Specifically, the target class size this year was 775 students in both divisions compared to the 830 of 2004. Debra Chermonte, dean of admissions and financial aid, said that 785 students were anticipated to enroll this fall semester and there were just a few students over that number.
The second way in which the Strategic Plan was of importance to this year’s admission process was the concern with increasing the ethnic diversity of the Oberlin student body and making Oberlin a more international college.
As always, Oberlin admitted a number of international students. Some of the represented countries this year included Japan, India, People’s Republic of China, Ethiopia, New Zealand, South Africa and Macedonia. This year the international students in both divisions make up approximately seven percent of the new class.
In terms of ethnic diversity, the incoming class seems to follow the trends of previous years. There are 37 new African-American students, four Native American, 57 Asian-Pacific American and 33 Latin American. As a whole, the new students of color make up 17 percent of the first-year class. In comparison, last year the percentage was slightly higher — 19 percent.
Unfortunately, in recent years, it has become progressively harder for Oberlin to recruit students of color, as rivalry in this area is enormous.
“We find ourselves competing against other colleges, including Ivy League and other competitive liberal arts colleges, for top students of color,” Chermonte said.
The Oberlin Admissions Office is working hard to rectify this difficulty.
“We are really pushing hard to provide opportunities and access for a substantial number of students of color to visit Oberlin,” she continued.
There are five members of the Admissions staff who are a part of a team that helps recruit more students of color.
“We are also really excited about the possibility of forming a student advisory committee to help us work on this issue,” Chermonte added.
Some members of the existing committee are students of color who visited Oberlin during one of several annual fly-in programs themselves. “Stacey Carter, assistant director of admissions and OC ’99 is leading the recruitment of current students for this committee,” said Leslie Braat, associate director of admissions.
The Admissions Office hopes they will have the committee up and running this fall semester.

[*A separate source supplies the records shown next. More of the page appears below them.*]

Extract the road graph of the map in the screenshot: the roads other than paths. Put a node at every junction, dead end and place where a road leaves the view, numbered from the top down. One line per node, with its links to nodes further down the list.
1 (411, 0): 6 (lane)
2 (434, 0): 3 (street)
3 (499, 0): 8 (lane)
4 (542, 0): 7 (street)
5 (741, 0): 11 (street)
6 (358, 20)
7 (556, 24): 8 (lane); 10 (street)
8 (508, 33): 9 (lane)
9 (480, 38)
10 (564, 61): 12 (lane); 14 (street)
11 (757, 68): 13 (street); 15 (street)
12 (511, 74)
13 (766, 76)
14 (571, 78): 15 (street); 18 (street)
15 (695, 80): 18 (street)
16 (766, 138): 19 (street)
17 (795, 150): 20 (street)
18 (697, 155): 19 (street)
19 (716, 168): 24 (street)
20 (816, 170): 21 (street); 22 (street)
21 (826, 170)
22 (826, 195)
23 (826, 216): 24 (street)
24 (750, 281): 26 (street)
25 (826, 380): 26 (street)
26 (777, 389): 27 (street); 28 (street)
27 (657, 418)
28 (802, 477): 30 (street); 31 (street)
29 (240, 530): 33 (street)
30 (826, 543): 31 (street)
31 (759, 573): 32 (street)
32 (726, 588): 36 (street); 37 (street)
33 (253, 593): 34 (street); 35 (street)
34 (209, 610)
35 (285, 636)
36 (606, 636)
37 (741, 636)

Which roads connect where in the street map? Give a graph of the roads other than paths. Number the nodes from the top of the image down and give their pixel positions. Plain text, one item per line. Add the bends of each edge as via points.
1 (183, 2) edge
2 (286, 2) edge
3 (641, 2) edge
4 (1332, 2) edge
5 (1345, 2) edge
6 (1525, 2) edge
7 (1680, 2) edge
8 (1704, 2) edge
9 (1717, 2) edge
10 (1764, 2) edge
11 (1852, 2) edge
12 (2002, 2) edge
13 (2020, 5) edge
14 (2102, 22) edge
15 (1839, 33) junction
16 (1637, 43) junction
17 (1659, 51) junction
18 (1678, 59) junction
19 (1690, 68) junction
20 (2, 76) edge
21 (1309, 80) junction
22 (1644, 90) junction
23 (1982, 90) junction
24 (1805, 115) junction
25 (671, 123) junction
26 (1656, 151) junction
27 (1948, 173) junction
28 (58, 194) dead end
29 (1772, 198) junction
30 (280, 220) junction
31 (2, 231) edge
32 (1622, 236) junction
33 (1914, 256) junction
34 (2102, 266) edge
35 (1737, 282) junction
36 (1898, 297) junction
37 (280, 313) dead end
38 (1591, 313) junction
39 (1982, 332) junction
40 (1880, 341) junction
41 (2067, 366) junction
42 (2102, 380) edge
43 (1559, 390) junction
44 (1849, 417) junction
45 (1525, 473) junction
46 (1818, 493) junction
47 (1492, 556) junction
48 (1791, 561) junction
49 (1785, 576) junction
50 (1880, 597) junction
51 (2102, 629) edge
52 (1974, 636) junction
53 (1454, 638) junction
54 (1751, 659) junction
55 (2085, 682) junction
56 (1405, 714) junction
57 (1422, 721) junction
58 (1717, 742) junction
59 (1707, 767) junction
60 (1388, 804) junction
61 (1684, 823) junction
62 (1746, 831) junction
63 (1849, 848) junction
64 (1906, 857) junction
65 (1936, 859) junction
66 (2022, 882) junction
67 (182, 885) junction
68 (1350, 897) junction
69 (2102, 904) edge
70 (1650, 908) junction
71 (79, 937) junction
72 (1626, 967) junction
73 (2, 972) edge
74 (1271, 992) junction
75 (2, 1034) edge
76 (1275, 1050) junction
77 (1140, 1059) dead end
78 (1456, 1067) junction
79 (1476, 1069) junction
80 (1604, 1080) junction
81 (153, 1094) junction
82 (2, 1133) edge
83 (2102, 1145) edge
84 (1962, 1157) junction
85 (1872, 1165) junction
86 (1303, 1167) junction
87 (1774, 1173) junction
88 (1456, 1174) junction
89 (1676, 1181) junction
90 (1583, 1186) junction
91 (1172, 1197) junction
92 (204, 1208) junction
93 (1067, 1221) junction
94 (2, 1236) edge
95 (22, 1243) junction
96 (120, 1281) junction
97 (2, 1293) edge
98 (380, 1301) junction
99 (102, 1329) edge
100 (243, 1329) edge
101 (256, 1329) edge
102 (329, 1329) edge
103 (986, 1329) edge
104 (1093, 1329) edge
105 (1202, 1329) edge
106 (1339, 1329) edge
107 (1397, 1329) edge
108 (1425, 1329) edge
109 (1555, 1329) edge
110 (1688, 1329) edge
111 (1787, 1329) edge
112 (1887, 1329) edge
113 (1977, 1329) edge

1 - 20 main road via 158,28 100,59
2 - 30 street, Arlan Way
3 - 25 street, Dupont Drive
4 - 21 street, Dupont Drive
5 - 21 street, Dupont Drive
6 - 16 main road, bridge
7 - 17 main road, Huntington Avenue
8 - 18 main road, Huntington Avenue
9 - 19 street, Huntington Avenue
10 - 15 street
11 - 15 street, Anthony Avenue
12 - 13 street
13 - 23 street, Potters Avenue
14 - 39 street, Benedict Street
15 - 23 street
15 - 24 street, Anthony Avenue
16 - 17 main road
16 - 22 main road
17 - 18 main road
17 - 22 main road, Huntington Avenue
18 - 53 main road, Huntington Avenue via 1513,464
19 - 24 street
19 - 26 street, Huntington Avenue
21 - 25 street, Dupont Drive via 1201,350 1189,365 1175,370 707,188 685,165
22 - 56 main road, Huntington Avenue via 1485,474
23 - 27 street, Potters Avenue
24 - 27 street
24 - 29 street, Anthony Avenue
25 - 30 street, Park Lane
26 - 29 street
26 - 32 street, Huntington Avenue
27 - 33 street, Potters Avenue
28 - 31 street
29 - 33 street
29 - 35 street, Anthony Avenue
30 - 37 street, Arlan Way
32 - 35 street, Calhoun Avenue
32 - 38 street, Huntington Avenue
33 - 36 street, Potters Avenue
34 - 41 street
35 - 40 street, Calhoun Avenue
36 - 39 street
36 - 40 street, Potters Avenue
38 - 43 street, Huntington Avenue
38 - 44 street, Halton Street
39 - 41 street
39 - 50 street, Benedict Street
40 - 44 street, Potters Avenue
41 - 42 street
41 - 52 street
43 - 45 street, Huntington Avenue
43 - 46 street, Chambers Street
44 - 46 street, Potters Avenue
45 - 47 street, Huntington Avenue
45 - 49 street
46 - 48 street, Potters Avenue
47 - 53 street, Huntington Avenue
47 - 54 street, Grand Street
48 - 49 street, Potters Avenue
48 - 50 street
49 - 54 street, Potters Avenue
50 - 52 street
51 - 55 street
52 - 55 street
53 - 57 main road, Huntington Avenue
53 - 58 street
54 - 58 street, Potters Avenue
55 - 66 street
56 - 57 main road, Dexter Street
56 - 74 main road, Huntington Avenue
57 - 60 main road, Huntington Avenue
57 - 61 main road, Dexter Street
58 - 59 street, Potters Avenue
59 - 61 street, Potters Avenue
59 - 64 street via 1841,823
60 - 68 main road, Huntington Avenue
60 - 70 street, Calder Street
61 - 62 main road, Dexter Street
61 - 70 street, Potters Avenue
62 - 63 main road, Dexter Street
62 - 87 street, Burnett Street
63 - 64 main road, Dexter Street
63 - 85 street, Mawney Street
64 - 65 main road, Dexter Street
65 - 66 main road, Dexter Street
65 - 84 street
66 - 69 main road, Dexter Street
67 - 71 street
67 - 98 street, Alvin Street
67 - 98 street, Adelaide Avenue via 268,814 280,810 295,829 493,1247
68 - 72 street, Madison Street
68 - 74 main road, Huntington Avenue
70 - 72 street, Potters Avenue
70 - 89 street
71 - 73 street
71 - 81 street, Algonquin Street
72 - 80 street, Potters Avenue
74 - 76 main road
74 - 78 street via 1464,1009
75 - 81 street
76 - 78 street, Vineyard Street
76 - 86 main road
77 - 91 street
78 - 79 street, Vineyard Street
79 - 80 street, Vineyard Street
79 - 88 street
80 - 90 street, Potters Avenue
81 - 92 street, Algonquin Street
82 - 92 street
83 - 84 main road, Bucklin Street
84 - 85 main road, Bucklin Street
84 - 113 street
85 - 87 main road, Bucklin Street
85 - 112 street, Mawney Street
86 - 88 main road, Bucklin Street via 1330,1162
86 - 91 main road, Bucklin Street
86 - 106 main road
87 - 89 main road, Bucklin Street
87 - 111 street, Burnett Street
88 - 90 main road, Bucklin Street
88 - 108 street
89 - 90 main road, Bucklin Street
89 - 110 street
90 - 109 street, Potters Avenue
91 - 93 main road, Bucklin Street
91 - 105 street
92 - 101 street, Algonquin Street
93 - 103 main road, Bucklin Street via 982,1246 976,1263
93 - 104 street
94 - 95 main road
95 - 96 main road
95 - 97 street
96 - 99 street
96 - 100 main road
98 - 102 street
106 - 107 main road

Yet there are even more initiatives in the works directed towards students of color.
“Over the summer we made an appeal to alumni of color to join our recruitment efforts,” Chermonte said.
A new initiative will be starting in the spring as well — the annual Vernon Jones weekend for admitted students of color will begin this year. “We will encourage juniors as well as admitted students of color to visit campus in the spring,” Chermonte added.
Additionally, Oberlin is in the process of working in association with the
Ohio Foundation of Independent Colleges on a program with two high schools in
the Cleveland area that have a significant students-of-color population, namely
Shaker Heights and Cleveland Heights high schools.